Location
- 2555 Esters Road Irving, Texas 75062 United States 32°50′36″N 97°00′39″W﻿ / ﻿32.8432°N 97.0109°W

Information
- Type: Private school
- Motto: Today's Learners Tomorrow's Leaders
- Established: 1996
- NCES School ID: A0303091
- Principal: Shahnaz Chowdhury
- Head of school: Leila Kayed
- Faculty: 64
- Grades: PreK-12
- Enrollment: 775 (2022-2023)
- Colors: Blue & white
- Website: www.islamicschoolofirving.org

= Islamic School of Irving =

Islamic School of Irving (ISI) is a prekindergarten through grade 12 Islamic school in Irving, Texas, in the Dallas-Fort Worth area. As of August 2022 it had 775 students. It opened with kindergarten students on October 21, 1996.

== History of ISI ==
ISI opened on October 21, 1996. The first program to be offered was Kindergarten, where six children were enrolled and graduated in July 1997. Two additional grades, first and second, were added during the 1997–1998 school year. In 1997–1998, ISI had nineteen students graduate from different elementary classes. Over the years, the school has elevated its grade programs and now serves pre-kindergarten all the way to twelfth grade. Currently, the school's enrollment has increased to more than 650 students. Years of planning by the Islamic Center of Irving and support from the local DFW community have contributed to establishing a high-quality resource of education for Muslim children from Irving and surrounding cities in DFW.

== Tanzeel Academy ==
Girls and Boys from ages five and up are able to learn and memorize the Quran. Tanzeel Academy supplies students with a full-time Quran or part-time Quran memorization and learning programs that enhance students' learning and spiritual outcomes. The program allows students to memorize the Quran from cover to cover and recite the surahs fluently. While attending the program, students also study their core subjects and transition between their academic subjects of Math, Science, and English along with their Quran memorization.
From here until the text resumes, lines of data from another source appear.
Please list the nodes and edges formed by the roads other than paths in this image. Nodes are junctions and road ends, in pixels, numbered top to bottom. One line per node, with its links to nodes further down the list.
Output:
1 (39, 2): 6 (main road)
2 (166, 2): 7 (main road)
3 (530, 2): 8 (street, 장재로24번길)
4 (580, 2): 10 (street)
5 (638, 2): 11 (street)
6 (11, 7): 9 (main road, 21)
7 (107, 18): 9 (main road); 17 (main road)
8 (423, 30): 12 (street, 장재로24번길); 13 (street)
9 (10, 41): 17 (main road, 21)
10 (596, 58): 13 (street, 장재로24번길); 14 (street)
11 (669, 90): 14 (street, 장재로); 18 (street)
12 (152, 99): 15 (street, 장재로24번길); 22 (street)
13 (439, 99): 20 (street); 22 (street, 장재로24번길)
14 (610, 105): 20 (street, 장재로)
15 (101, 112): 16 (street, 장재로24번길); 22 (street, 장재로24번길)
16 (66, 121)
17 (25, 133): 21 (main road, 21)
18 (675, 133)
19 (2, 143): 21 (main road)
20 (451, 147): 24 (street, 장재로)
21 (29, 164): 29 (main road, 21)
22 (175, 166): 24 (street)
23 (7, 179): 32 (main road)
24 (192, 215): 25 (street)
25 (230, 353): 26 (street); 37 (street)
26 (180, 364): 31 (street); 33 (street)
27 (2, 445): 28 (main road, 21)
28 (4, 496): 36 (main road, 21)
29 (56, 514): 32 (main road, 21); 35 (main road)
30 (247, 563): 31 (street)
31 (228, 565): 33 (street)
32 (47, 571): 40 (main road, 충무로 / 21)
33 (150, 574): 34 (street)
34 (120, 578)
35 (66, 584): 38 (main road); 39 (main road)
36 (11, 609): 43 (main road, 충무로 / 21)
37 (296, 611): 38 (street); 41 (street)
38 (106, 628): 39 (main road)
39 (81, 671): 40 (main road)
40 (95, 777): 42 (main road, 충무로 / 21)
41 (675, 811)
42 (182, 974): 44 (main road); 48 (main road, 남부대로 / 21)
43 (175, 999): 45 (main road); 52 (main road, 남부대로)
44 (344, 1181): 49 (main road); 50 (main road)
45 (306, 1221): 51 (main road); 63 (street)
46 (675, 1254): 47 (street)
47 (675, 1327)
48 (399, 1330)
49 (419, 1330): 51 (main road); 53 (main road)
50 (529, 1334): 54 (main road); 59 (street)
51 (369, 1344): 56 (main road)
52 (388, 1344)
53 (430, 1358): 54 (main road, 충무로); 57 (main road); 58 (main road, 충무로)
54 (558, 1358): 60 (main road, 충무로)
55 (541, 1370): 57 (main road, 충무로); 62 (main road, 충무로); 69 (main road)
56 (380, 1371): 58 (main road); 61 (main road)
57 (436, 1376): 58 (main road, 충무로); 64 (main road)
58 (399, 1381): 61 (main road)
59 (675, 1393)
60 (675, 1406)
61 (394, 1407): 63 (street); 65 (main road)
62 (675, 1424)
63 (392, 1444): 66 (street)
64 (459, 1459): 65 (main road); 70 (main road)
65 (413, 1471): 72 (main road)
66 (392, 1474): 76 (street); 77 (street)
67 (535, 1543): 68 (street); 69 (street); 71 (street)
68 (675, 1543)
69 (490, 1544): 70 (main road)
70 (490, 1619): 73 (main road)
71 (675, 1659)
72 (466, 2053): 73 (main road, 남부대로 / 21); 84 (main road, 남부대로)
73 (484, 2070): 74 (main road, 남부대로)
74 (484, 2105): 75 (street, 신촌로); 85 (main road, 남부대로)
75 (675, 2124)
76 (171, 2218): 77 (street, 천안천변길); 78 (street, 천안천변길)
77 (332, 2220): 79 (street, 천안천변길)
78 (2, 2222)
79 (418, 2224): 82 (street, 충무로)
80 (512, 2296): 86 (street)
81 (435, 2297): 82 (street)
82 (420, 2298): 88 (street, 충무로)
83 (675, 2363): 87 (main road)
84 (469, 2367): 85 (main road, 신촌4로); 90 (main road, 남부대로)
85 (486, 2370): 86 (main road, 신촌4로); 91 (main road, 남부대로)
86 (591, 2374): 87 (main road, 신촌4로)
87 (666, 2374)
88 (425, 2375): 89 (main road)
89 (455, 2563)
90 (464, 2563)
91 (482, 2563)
== Awards and Certifications ==

=== Ranked in the Top 5,000 STEM High Schools in the United States of America ===

- According to Newsweek and STEM.org, ISI was ranked as one of the best 5,000 STEM high schools around the United States. Thirty thousand high schools across the nation were analyzed over a three-year period, and out of those 30,000 schools, ISI ranked 2268.